HNP seminar: Samenwerken over grenzen heen
“Europa laat economische groeikansen in de grensregio’s liggen”. Met deze stelling opende HNP bestuurder en Gouverneur Theo Bovens het seminar georganiseerd op 17 maart jl. door het Huis van de Nederlandse Provincies in het kader van het Nederlands voorzitterschap. Onder de titel ‘Samenwerken over grenzen heen’ spraken vertegenwoordigers van onder andere de Nederlandse rijksoverheid, het voorgaande Luxemburgse EU-voorzitterschap, de Europese Commissie en het Europees Parlement met lokale en provinciale bestuurders over grensoverschrijdende samenwerking.
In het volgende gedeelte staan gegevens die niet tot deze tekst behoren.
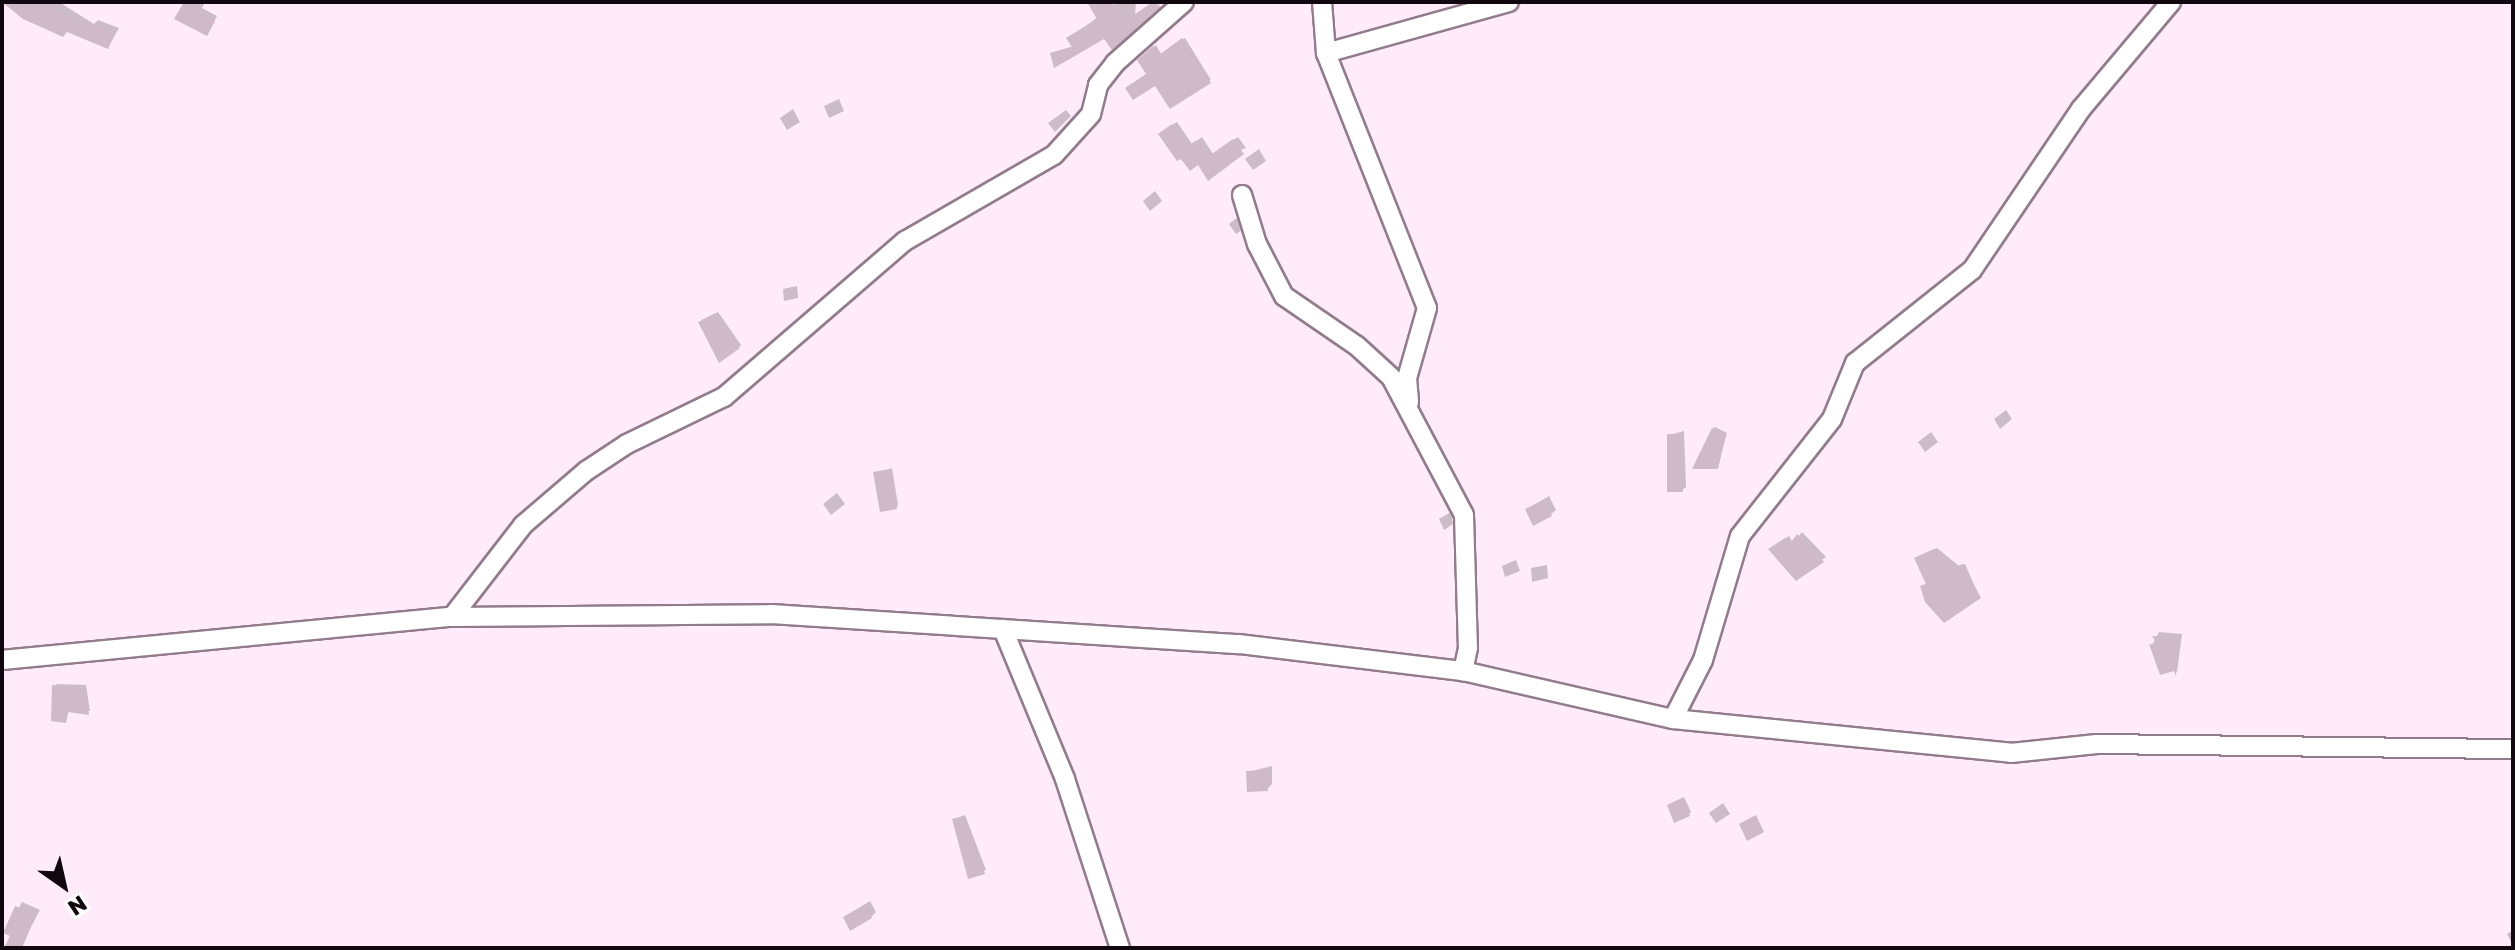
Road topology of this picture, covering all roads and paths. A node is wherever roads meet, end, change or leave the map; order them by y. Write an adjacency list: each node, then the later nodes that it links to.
1 (1184, 2): 8 (street)
2 (1322, 2): 5 (street)
3 (1509, 2): 5 (street)
4 (2171, 2): 12 (street)
5 (1326, 53): 7 (street)
6 (1242, 195): 7 (street)
7 (1409, 405): 11 (street)
8 (452, 617): 9 (street); 10 (street)
9 (1003, 629): 11 (street); 14 (street)
10 (2, 660)
11 (1463, 671): 12 (street)
12 (1673, 719): 13 (street)
13 (2513, 749)
14 (1120, 948)

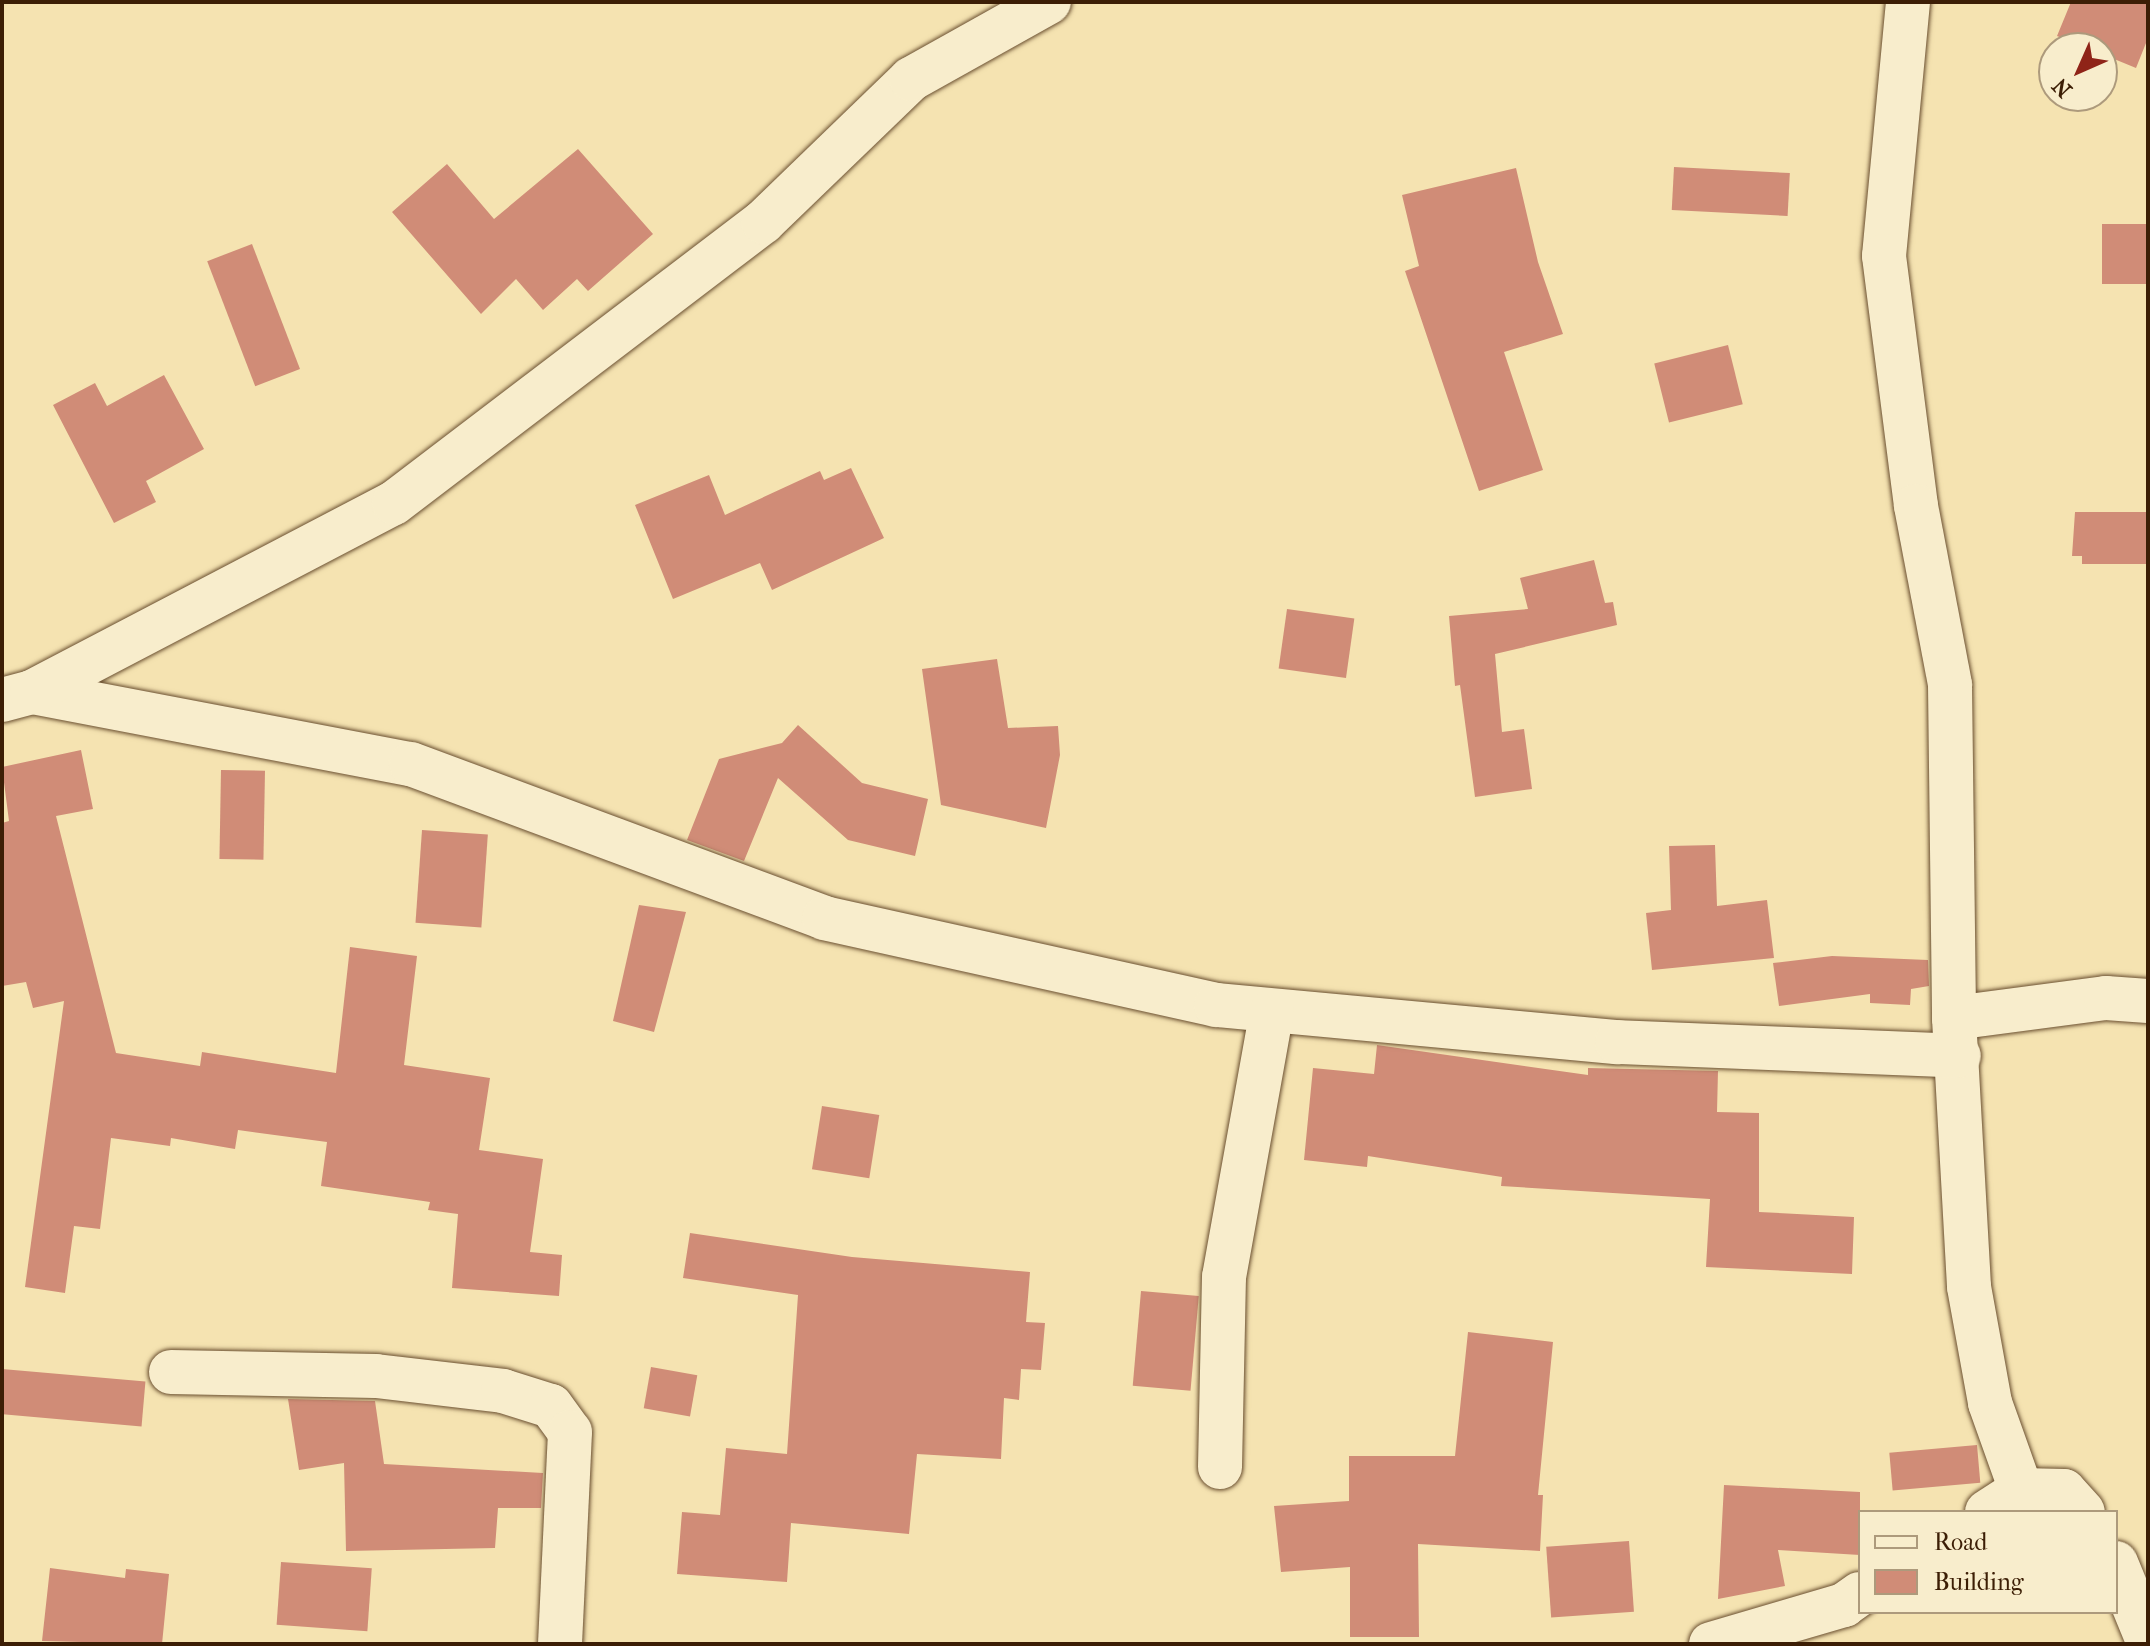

In een volle zaal werd gediscussieerd over noodzakelijke concrete oplossingen voor de grensproblematiek.
Barrières
De Limburgse Gouverneur Bovens benoemde een aantal bekende barrières op het gebied van grensoverschrijdende samenwerking:
- kennis van de taal van buurlanden neemt af;
- openbaar vervoer verbindingen blijven moeizaam;
- er zijn vaak nog veel administratieve belemmeringen;
- er is te weinig capaciteit om mensen grensoverschrijdend aan een baan te helpen.
Als antwoord op de vraag welke barrière als eerste aangepakt moet worden wijst Gouverneur Bovens op het mentale obstakel. “Zolang we blijven denken in grenzen, zal deze problematiek lastig op te lossen zijn.”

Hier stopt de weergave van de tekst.